When refilling, please note three precautions:
  1. Toner can make a mess. Work in a area free of breezes over an open newspaper which can catch spills.
  2. Toner can burn. Do not work near an open flame.
  3. Toner can be irritating if breathed. Avoid breathing in the toner as you would any dust.
There are three basic types of cartridges.
  1. Canister - a tube which holds toner.
  2. Drum - a more complex cartridge with gears and a gelatinous coated drum.
  3. Toner and Developer - Similar to the Drum cartridge, but uses both toner and developer.

Canister Cartridges

This very simple toner cartridge is little more than a long tube which contain toner. Refilling is simple as follows:
  1. Go to an area where you can make a mess and spread some newspaper for a work area.
  2. Taking the cartridge, look for a plug. This is usually on the end of the cartridge.
  3. If you find the plug, remove the plug.
  4. If you don't find the plug, find a location which is not in the paper path. (The paper path is usually molded as a very smooth plastic surface which keeps the paper from catching on the cartridge.) Melt a hole here using a soldering iron or wood-burning tool. TIP: Melting a hole is cleaner and doesn't require vacuuming any residue. If you decide to drill a hole, it is very important to remove any shavings from the inside of the cartridge, as these can damage the OPC drum and create permanent print defects.
  5. If you had to drill a hole, vacuum out the residue from inside the cartridge.
  6. Get a funnel or make a paper funnel cone from a piece of paper.
  7. Shake up the bottle of toner. Then, remove the lid. Pour entire bottle into the cartridge. You may wish to use a piece of paper, rolled into a cone shape as a funnel.
  8. Seal the hole with the plug, or use duct tape or black electrical tape to seal a hole which you have made.
  9. Fold up the newspaper carefully to contain the toner that has spilled. Throw away.
  10. You may refill canister cartridges many times.

Drum Cartridges

Read these entire instructions before beginning to work.

Yes, we really mean for you to read ALL of the instructions before you begin to work.

These more complex cartridges are commonly found in most laser printers. A "pretty" gelatinous drum is a key part of the cartridge. This drum's coating may be red, blue, or green. The drum is often covered by a plastic flap or shutter. (This drum is referred to by professionals as the "OPC" drum - "OPC" = "Organic Photo-Conductor".)

Most of these cartridges have a Toner Hopper side and a Waste Hopper side. To determine which is which:

  1. Find the "pretty" drum.
  2. Pretend that this drum runs down the center of the cartridge.
  3. Lay the cartridge so that the drum runs from left to right in front of you.
  4. Now, we'll call the side of the cartridge closest to you the "Near" side. The side farthest from you will be called the "Far" side. (Catchy, eh?)
  5. Either the "Near" side or the "Far" side is larger than the other. Figure out which is largest.
  6. The largest side is the Toner Hopper. The smaller side is the Waste Hopper.
  7. On some cartridges, the drum is on the end of the cartridge -- there isn't a Waste Hopper.

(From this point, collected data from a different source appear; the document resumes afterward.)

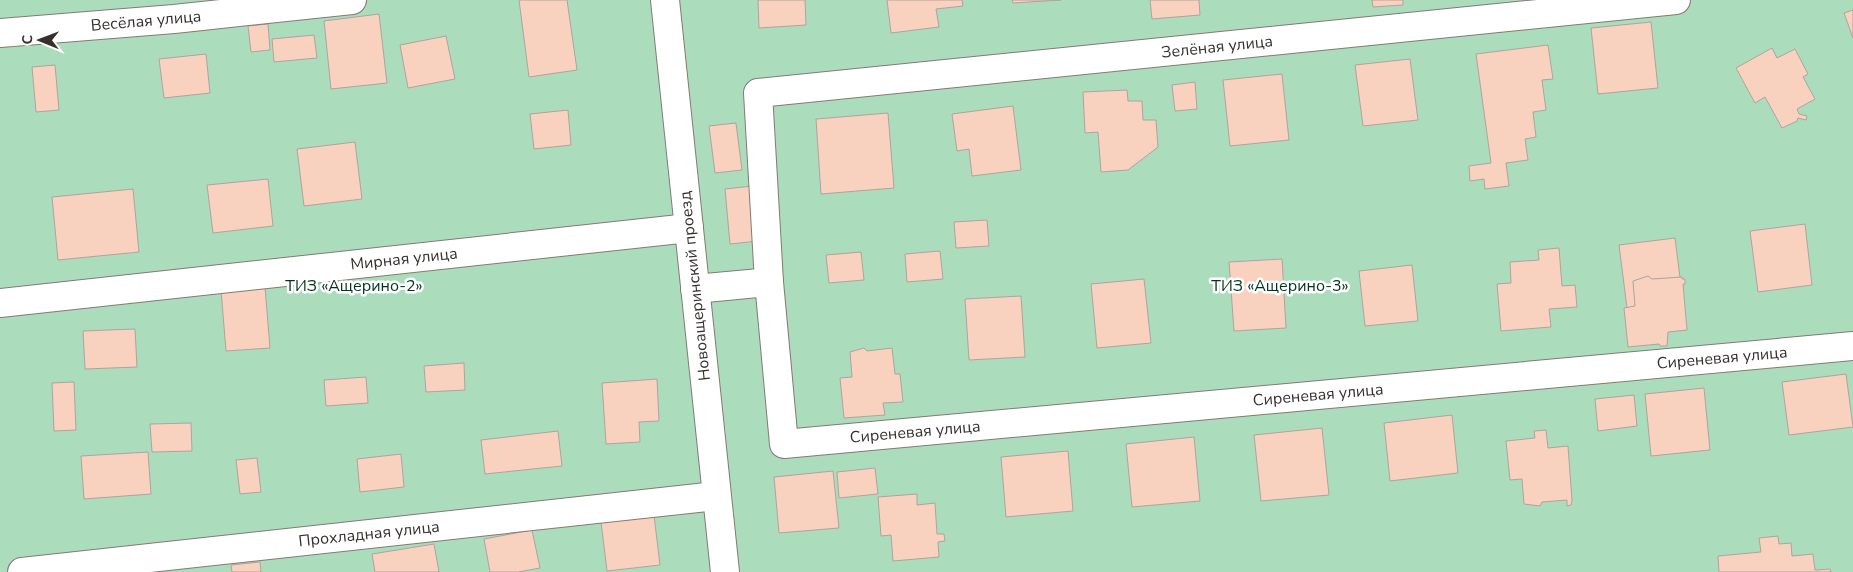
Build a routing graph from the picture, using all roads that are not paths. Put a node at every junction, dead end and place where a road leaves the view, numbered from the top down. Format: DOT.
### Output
graph roads {
  1 [pos="352,0"];
  2 [pos="665,0"];
  3 [pos="1676,0"];
  4 [pos="0,33"];
  5 [pos="689,228"];
  6 [pos="769,282"];
  7 [pos="695,289"];
  8 [pos="0,303"];
  9 [pos="1853,346"];
  10 [pos="716,496"];
  11 [pos="22,572"];
  12 [pos="725,572"];
  1 -- 4 [label="street, Весёлая улица"];
  2 -- 5 [label="street, Новоащеринский проезд"];
  3 -- 6 [label="street, Зелёная улица"];
  5 -- 7 [label="street, Новоащеринский проезд"];
  5 -- 8 [label="street, Мирная улица"];
  6 -- 7 [label="street"];
  6 -- 9 [label="street, Сиреневая улица"];
  7 -- 10 [label="street, Новоащеринский проезд"];
  10 -- 11 [label="street, Прохладная улица"];
  10 -- 12 [label="street, Новоащеринский проезд"];
}
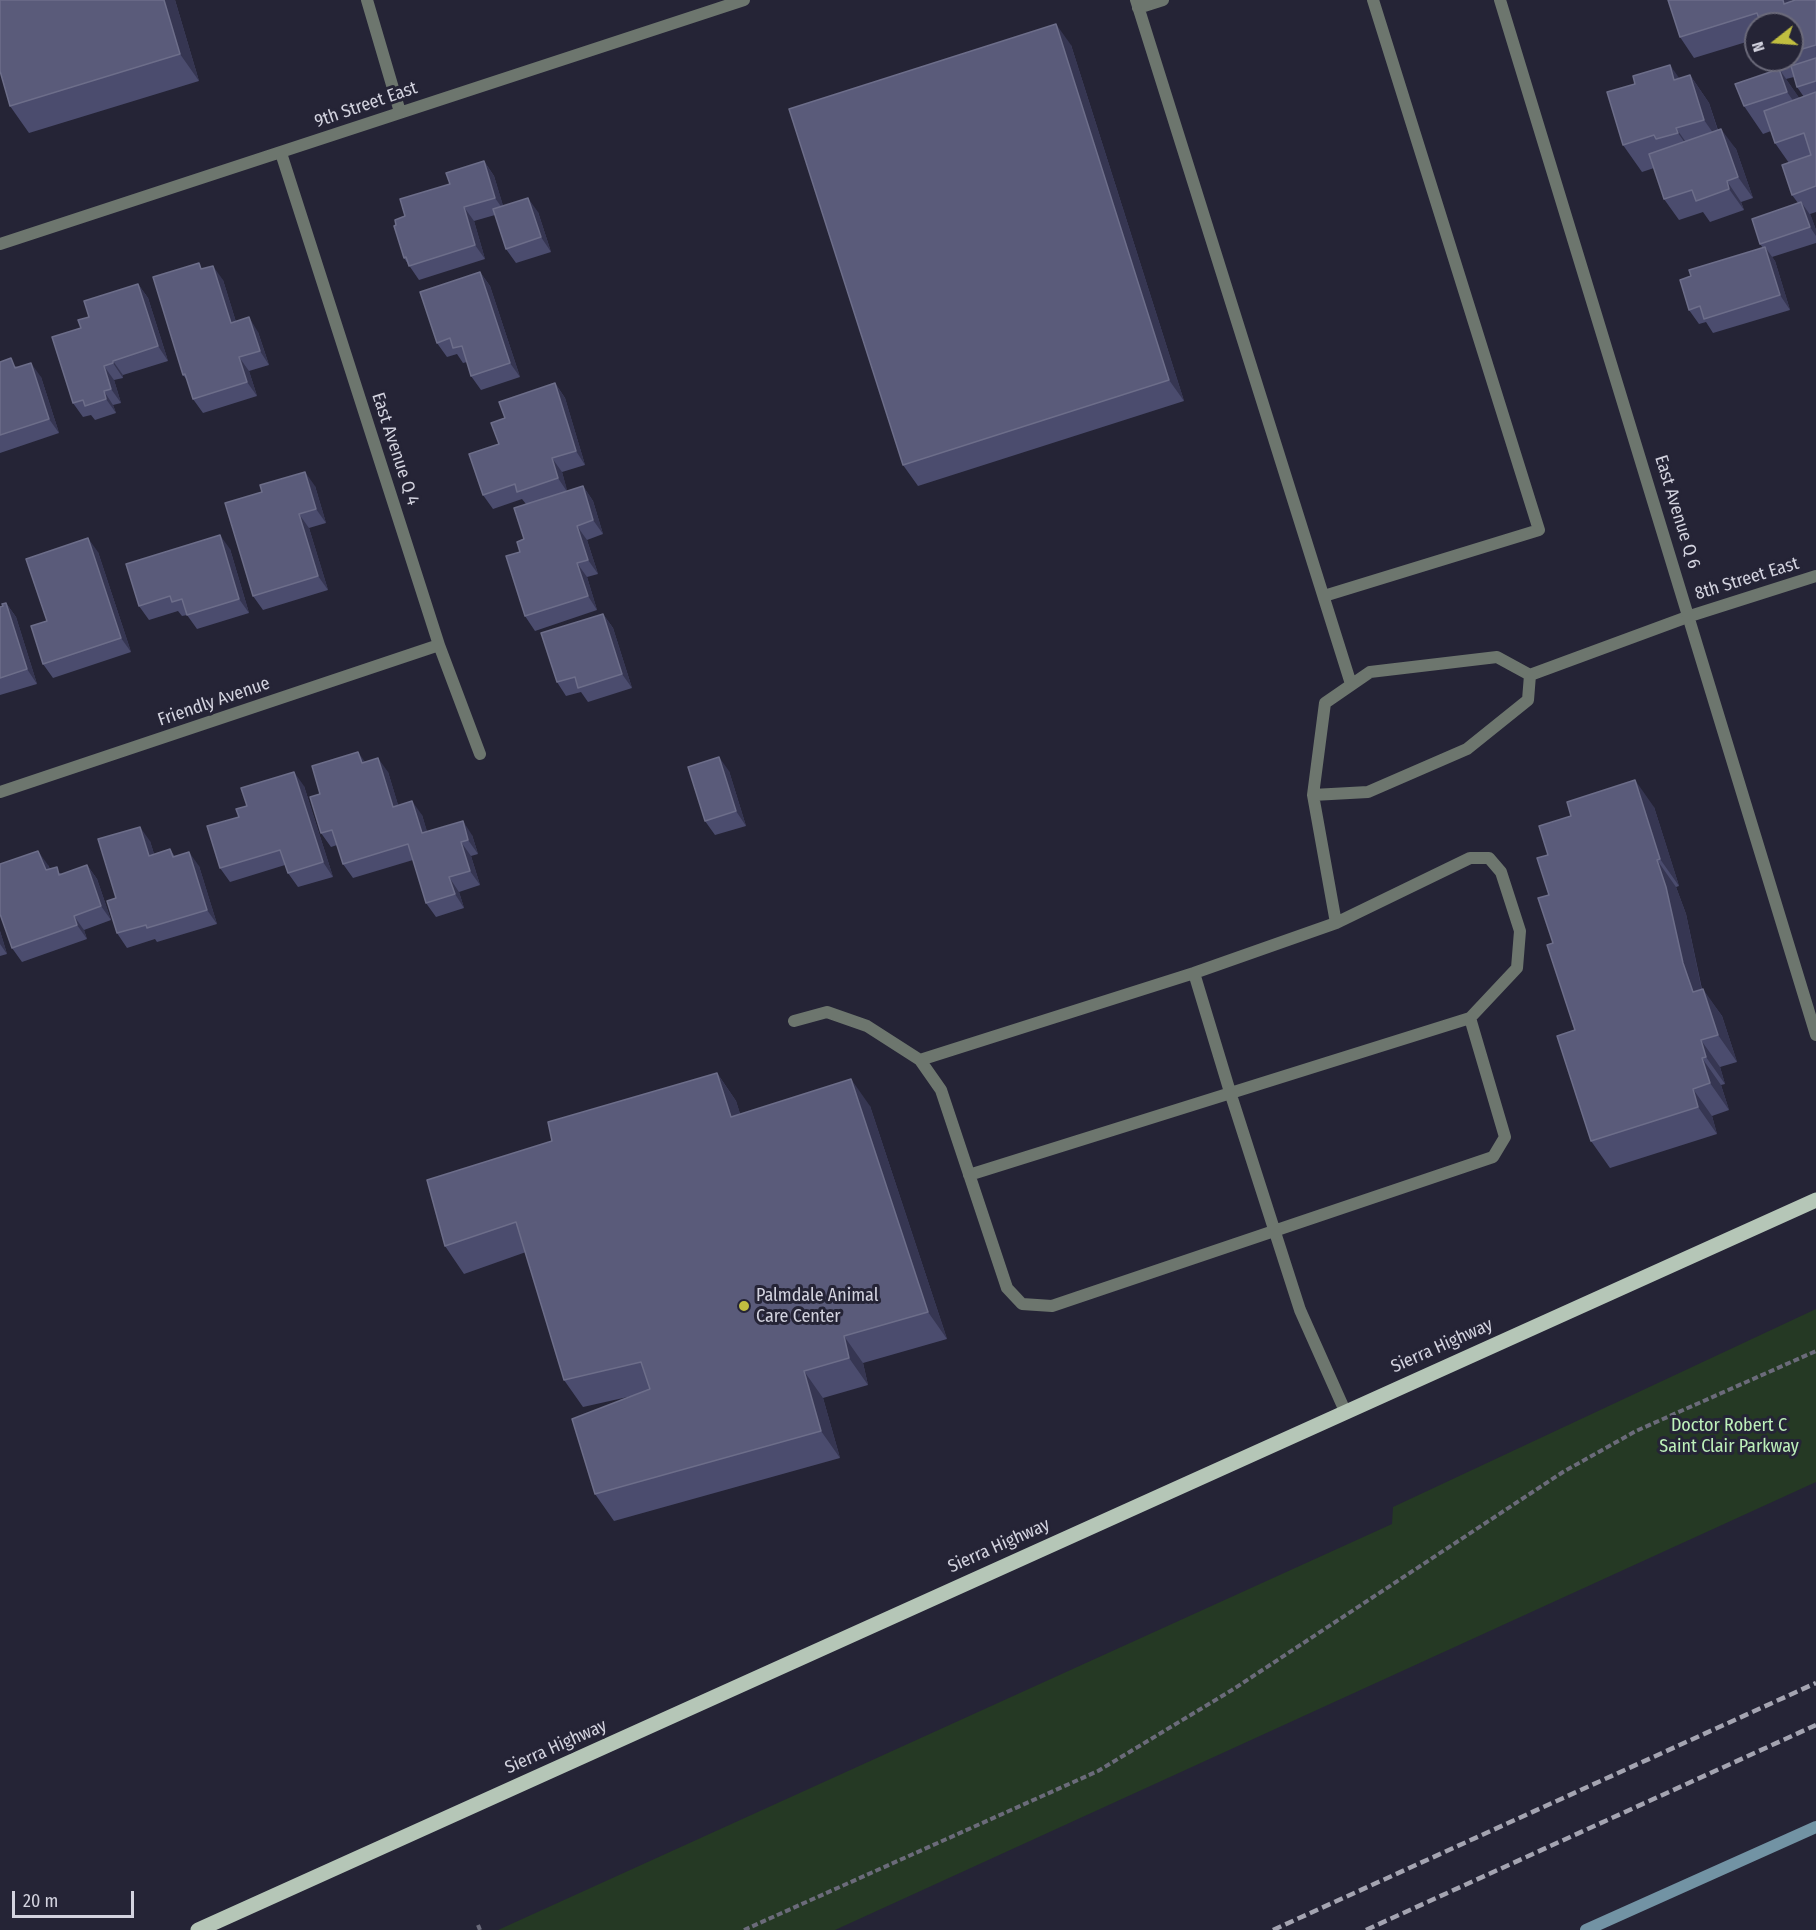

Did I mention you should read all of these instructions before you begin to work?

Caution: Keep the drum away from bright light and do not touch! Bright light and touching the drum can cause a deterioration in copy quality.

To refill this cartridge, follow the steps below:

  1. Go to an area where you can make a mess and spread some newspaper for a work area.
  2. Locate the "pretty" drum. Do Not Touch the Drum! The drum is probably under a plastic flap or shutter.
  3. Look on the cartridge. On one end of the Toner Hopper, you will likely find a translucent white plug. Some plugs may be different in color. On some cartridges the plug is hidden behind the gear box. Remove the plug if possible. (Remember to read the entire instructions before beginning work!)
  4. If you could not find the plug or remove it easily, you may make a hole in the Toner Hopper part of the cartridge. A good size is between 1/2" and 1" (1-2 cm). Melt a hole here using a soldering iron or wood-burning tool. TIP: Melting a hole is cleaner and doesn't require vacuuming any residue. If you decide to drill a hole, it is very important to remove any shavings from the inside of the cartridge, as these can damage the OPC drum and create permanent print defects. (A good size is between 1/2" and 1" (1-2 cm). Be sure that the hole is not in the paper path so it does not snag papers as they go by. TIP: A good place for the hole is on the top of the Toner Hopper where the instructions or specifications are molded into the plastic. The exact location isn't important.
  5. If you drilled or sawed a hole, please vacuum out the shavings.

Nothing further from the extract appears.